Node is non-blocking and will always be.  That's the core concept of node.

However there are other use cases.  I believe the original question was
asking if there was a way to have a blocking system (which is simpler in
many respects), but only diverge from node as much as required.

The one question I have with such a suggestion is how much code do you
expect to share with the node ecosystem?  Anything that does I/O or uses
timers won't be portable across the systems.  About all that can be shared
is pure-js computation (like most of the code in node's path module).  All
that's required to achieve this level of compatibility is to use a es5
javascript engine.

Yes blocking code is simpler, not just in terms of avoiding all the
callbacks.  Take back-pressure in streams, for example.  In a blocking
system, you're blocked till the kernel can consume the data.  Instance
bac-kpressure built-in without needing drain and resume.  You system would
be limited to doing one thing at a time, but often that's ok, especially
for shell-script type use cases.

Read up on binding to V8 (or spidermonkey or javascript-core) and start to
make such a system.  libuv won't be much good except for maybe
cross-platform sync fs.  The pure JS modules from node can be used mostly
as-is.


On Mon, Apr 2, 2012 at 8:16 AM, dhruvbird <dhruvb...@gmail.com> wrote:

> I think that the sync API is useful (and I extensively used it) for
> shell scripts mainly.
>
> Especially the following API *should* (in my opinion) have sync
> alternatives (maybe a separate module so that there is NO confusion
> what-so-ever).
>
> 1. Filesystem (already exists)
> 2. SQL (sqlite/mysql/pg/etc...) - I don't think all have sync
> alternatives
> 3. http (basic implementation: https://github.com/dhruvbird/http-sync
> )
> 4. Basically [3] speaks about blocking network calls
>
> IMHO, if you want to implement anything that isn't reactive to user
> input (something like a batch process), then sync APIs are much
> cleaner to work with.
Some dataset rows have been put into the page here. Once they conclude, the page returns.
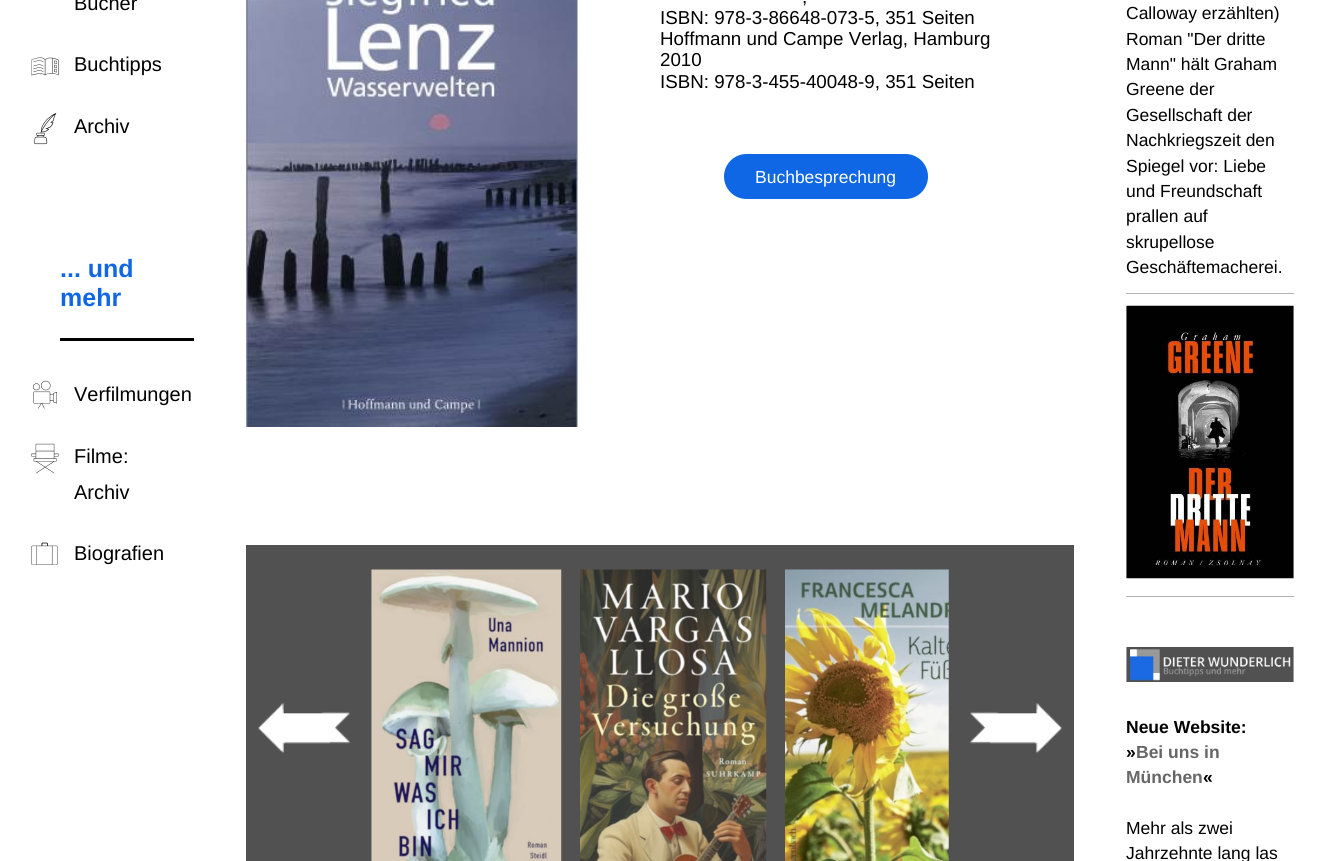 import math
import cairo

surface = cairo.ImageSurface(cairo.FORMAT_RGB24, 1320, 861)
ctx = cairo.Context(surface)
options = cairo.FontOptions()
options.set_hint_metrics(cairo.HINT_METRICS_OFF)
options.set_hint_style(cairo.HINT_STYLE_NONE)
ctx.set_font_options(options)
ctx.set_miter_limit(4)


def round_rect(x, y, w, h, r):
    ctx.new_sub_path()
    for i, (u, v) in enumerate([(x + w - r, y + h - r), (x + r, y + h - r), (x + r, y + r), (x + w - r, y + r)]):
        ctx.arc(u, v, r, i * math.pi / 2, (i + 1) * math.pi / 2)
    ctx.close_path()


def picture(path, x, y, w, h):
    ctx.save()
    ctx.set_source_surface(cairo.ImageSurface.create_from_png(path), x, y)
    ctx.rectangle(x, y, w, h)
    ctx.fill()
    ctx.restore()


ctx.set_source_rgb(1, 1, 1)
ctx.paint()
ctx.select_font_face("Liberation Sans")
ctx.set_font_size(20)
ctx.set_source_rgb(0, 0, 0)
ctx.move_to(74, 10)
ctx.show_text("Bücher")
picture("img1.png", 31, 57, 28, 19)
ctx.move_to(74, 71)
ctx.show_text("Buchtipps")
picture("img2.png", 34, 112, 23, 33)
ctx.move_to(74, 133)
ctx.show_text("Archiv")
ctx.rectangle(60, 338, 134, 3)
ctx.fill()
ctx.select_font_face("Liberation Sans", cairo.FONT_SLANT_NORMAL, cairo.FONT_WEIGHT_BOLD)
ctx.set_font_size(25)
ctx.set_source_rgb(0.059, 0.404, 0.898)
ctx.move_to(60, 277)
ctx.show_text("... und")
ctx.move_to(60, 306)
ctx.show_text("mehr")
picture("img3.png", 33, 380, 24, 29)
ctx.select_font_face("Liberation Sans")
ctx.set_font_size(20)
ctx.set_source_rgb(0, 0, 0)
ctx.move_to(74, 401)
ctx.show_text("Verfilmungen")
picture("img4.png", 31, 443, 28, 31)
ctx.move_to(74, 463)
ctx.show_text("Filme:")
ctx.move_to(74, 499)
ctx.show_text("Archiv")
picture("img5.png", 31, 542, 27, 23)
ctx.move_to(74, 560)
ctx.show_text("Biografien")
picture("img6.png", 246, 0, 332, 427)
ctx.set_font_size(18.75)
ctx.move_to(802, 3)
ctx.show_text(",")
ctx.move_to(660, 24)
ctx.show_text("ISBN: 978-3-86648-073-5, 351 Seiten")
ctx.move_to(660, 45)
ctx.show_text("Hoffmann und Campe Verlag, Hamburg")
ctx.move_to(660, 66)
ctx.show_text("2010")
ctx.move_to(660, 88)
ctx.show_text("ISBN: 978-3-455-40048-9, 351 Seiten")
ctx.set_source_rgb(0.059, 0.404, 0.898)
round_rect(724, 154, 204, 45, 22.5)
ctx.fill()
ctx.set_font_size(17.5)
ctx.set_source_rgb(1, 1, 1)
ctx.move_to(755, 183)
ctx.show_text("Buchbesprechung")
ctx.set_source_rgb(0.318, 0.318, 0.318)
ctx.rectangle(246, 545, 828, 316)
ctx.fill()
picture("img7.png", 258, 703, 92, 51)
picture("img8.png", 371, 569, 191, 292)
picture("img9.png", 580, 569, 187, 292)
picture("img10.png", 785, 569, 164, 292)
picture("img11.png", 970, 703, 92, 51)
ctx.set_source_rgb(0.702, 0.702, 0.702)
ctx.rectangle(1126, 596, 168, 1)
ctx.fill()
ctx.rectangle(1126, 293, 168, 1)
ctx.fill()
ctx.set_source_rgb(0, 0, 0)
ctx.move_to(1126, 19)
ctx.show_text("Calloway erzählten)")
ctx.move_to(1126, 45)
ctx.show_text("Roman \"Der dritte")
ctx.move_to(1126, 70)
ctx.show_text("Mann\" hält Graham")
ctx.move_to(1126, 95)
ctx.show_text("Greene der")
ctx.move_to(1126, 121)
ctx.show_text("Gesellschaft der")
ctx.move_to(1126, 146)
ctx.show_text("Nachkriegszeit den")
ctx.move_to(1126, 172)
ctx.show_text("Spiegel vor: Liebe")
ctx.move_to(1126, 197)
ctx.show_text("und Freundschaft")
ctx.move_to(1126, 222)
ctx.show_text("prallen auf")
ctx.move_to(1126, 248)
ctx.show_text("skrupellose")
ctx.move_to(1126, 273)
ctx.show_text("Geschäftemacherei.")
picture("img12.png", 1126, 305, 168, 274)
picture("img13.png", 1126, 647, 168, 35)
ctx.select_font_face("Liberation Sans", cairo.FONT_SLANT_NORMAL, cairo.FONT_WEIGHT_BOLD)
ctx.move_to(1126, 733)
ctx.show_text("Neue Website:")
ctx.move_to(1126, 758)
ctx.show_text("»")
ctx.set_source_rgb(0.4, 0.4, 0.4)
ctx.move_to(1136, 758)
ctx.show_text("Bei uns in")
ctx.move_to(1126, 783)
ctx.show_text("München")
ctx.set_source_rgb(0, 0, 0)
ctx.move_to(1203, 783)
ctx.show_text("«")
ctx.select_font_face("Liberation Sans")
ctx.move_to(1126, 834)
ctx.show_text("Mehr als zwei")
ctx.move_to(1126, 859)
ctx.show_text("Jahrzehnte lang las")
surface.write_to_png("page.png")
On the plus side, if you are invoking these API
> many times (for example processing wikipedia pages for every day hit
> counts), then the sync API would probably have a smaller constant
> overhead per call.
>
> Regards,
> -Dhruv.
>
>
> On Apr 2, 5:27 am, Michael Nisi <michael.n...@gmail.com> wrote:
> > I think the Sync alternative functions in core should go entirely.
> > They clutter APIs (and mentalities).
> >
> >
> >
> >
> >
> >
> >
> > On Mon, Apr 2, 2012 at 10:53 AM, Oliver Leics <oliver.le...@gmail.com>
> wrote:
> > > Asynchronicity in Node can not be made optional as it is (by design)
> > > the default.
> >
> > > On Mon, Apr 2, 2012 at 4:20 AM, Olivier Lalonde <olalo...@gmail.com>
> wrote:
> > >> I believe there would be an easy way to change the status quo without
> > >> impacting developers who chose to adhere to a strict async style. The
> > >> solution I propose is simply a pattern for writing I/O APIs: every
> I/O call
> > >> should be async unless no call back is supplied, in which case the
> I/O call
> > >> should be sync and use return / throw statements instead of calling a
> > >> callback.
> >
> > > Please, have a look at streamline.js
> > >https://github.com/Sage/streamlinejs
> >
> > > It kind of reveres your proposed solution by giving every async
> > > function the same callback that turns the async function into a sync
> > > function (aka: you can write code that looks synchronous)
> >
> > > Short example:
> >
> > >  var s = fs.stat(path, _)
> > >  console.log(s.size)
> >
> > > The underscore "_" is the callback you have to give to every async
> > > function to turn it into a function that behaves like a synchronous
> > > one.
> >
> > > I would really like to know if that might work for you.